With this capability, you can create another rule that sends any SPF result other than Pass to Quarantine.   When you review quarantine,  acceptable senders get an allow rule like the one above, unacceptable senders get a block rule, no sender needs to be quarantined more than once.  

This type of local policy requires a product that can implement a multiple-attribute rule based on host name, fcDNS result, and Mail From domain.    I found very few products that could do a multiple-attribute rule of any kind, and the exceptions do not support rules based on fcDNS results.

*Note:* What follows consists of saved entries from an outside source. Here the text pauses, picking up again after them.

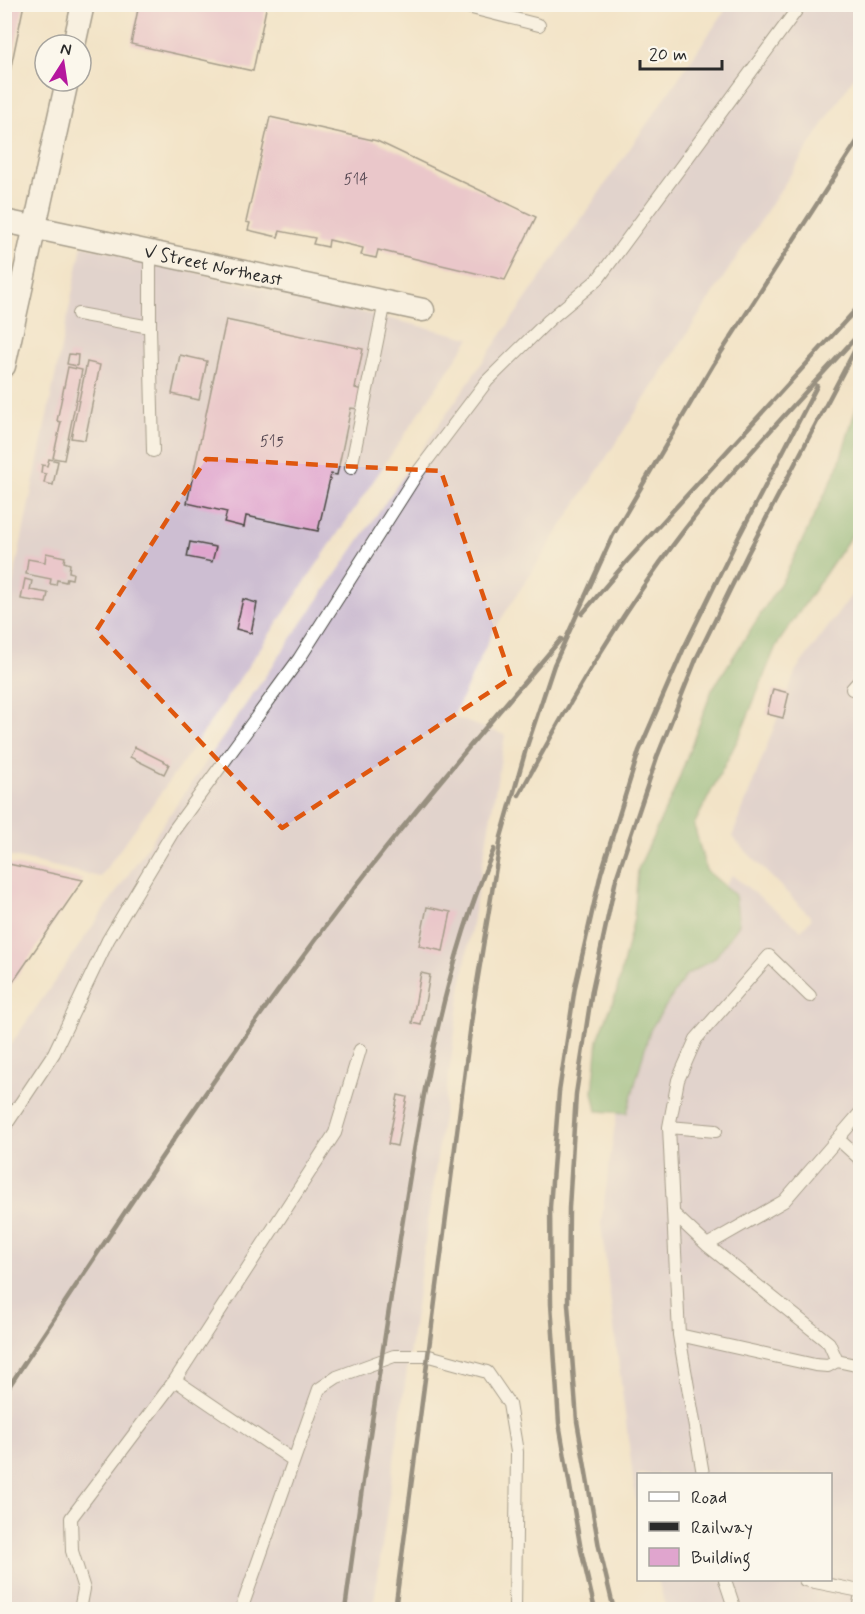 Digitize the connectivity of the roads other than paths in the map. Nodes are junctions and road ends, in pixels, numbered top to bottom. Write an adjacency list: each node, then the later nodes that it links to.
1 (83, 4): 5 (street)
2 (456, 4): 4 (lane)
3 (801, 4): 21 (lane)
4 (539, 25)
5 (77, 33)
6 (64, 93): 8 (street)
7 (4, 221): 8 (street, V Street Northeast)
8 (34, 227): 9 (street, V Street Northeast); 14 (street)
9 (150, 252): 10 (street, V Street Northeast); 13 (lane)
10 (385, 302): 11 (street, V Street Northeast); 16 (lane)
11 (423, 310)
12 (78, 314): 13 (lane)
13 (150, 327): 15 (lane)
14 (4, 366)
15 (153, 451)
16 (351, 468)
17 (810, 996): 20 (lane)
18 (360, 1050): 30 (lane)
19 (861, 1113): 23 (lane)
20 (669, 1127): 22 (lane); 25 (lane)
21 (4, 1128)
22 (716, 1131)
23 (838, 1138): 24 (lane); 26 (lane)
24 (861, 1160)
25 (673, 1213): 26 (lane); 27 (lane)
26 (707, 1245): 28 (lane)
27 (679, 1335): 28 (lane); 32 (lane)
28 (837, 1361): 29 (lane)
29 (861, 1366)
30 (175, 1380): 31 (lane); 37 (lane)
31 (293, 1460): 38 (lane); 39 (lane)
32 (703, 1473)
33 (725, 1581): 40 (lane)
34 (810, 1581): 35 (lane)
35 (861, 1591)
36 (861, 1599): 41 (lane)
37 (80, 1610)
38 (241, 1610)
39 (515, 1610)
40 (735, 1610)
41 (858, 1610)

Instead, you will find products that do this:
  • Any SPF result other than FAIL is acceptable.   The product can only block malicious impersonation if the domain owner wants to block malicious impersonation.
  • If a wanted message produces SPF Fail, the solution is to whitelist that domain.   Whitelisting means that the domain is exempt from authentication checks and exempt from content checks, so any impersonation of the whitelisted domain will also be expedited to the recipient.
The same applies to the standard implementation of DMARC:
What you need is a tool that can apply the DMARC test to every message, send results other than Pass to Quarantine, and then create allow rules in local policy for messages that cannot produce Pass.   The allow rules are of the form:   "Treat message as equivalent to DMARC Pass if the SMTP MailFrom domain is example1.com and the Mail From domain is authenticated by SPF or local policy, and the message From domain is example2.com"
 
Instead, you will find the standard implementation looks like this:
  • Any DMARC FAIL with p=Reject is rejected.   The only workaround is to whitelist the domain so that malicious impersonations will also be exempted from authentication checks and content checks.  Rejected messages are usually not retained, so you will have trouble knowing whether a message was blocked incorrectly.   The most common cause of false positives will be messages from mailing lists.
  • Any DMARC FAIL with p=Quarantine is quarantined.   The only way to prevent future messages from being quarantined is to whitelist the domain, with the same problem as above.
  • Any DMARC Fail with p=none is exempt from authentication.   The product can only block malicious messages if the domain owner wants to block malicious messages.
  • Any domain without a DMARC policy is exempt from authentication.    The product can only block malicious messages if the domain owner wants to block malicious messages.
  • Because DMARC makes mailing list messages look suspicious, relatively few domains are willing to publish a DMARC policy other than p=none.   Since a result of p=none is ignored, and since attackers know the DMARC policy of the domain they impersonate, they usually impersonate a domain with p=none or no policy.   Collectively, the test is nearly useless as a security mechanism.
  • DMARC Pass can only be detected if the domain owner publishes a DMARC policy.   Most messages will pass the DMARC test based on SPF Pass with alignment or DKIM pass with alignment, but this result is never detected because the reported result is No Policy.
Once you start enforcing authentication, you learn a lot while doing quarantine reviews.   My most recent learning is that I need sometimes, the Reply-To address indicates the true author, so Reply-To reputation needs to be checked any time that its domain is different from both the SMTP Mail From and message From domains.

I have also learned that if the message passes SPF, I don't need to worry very much about alignment with the From address.   This has been a convenient surprise as I have sorted out what my own definition of what "100% acceptable authentication" means to me.

This approach also requires a good message review tool that includes all messages, whether blocked, quarantined, or allowed.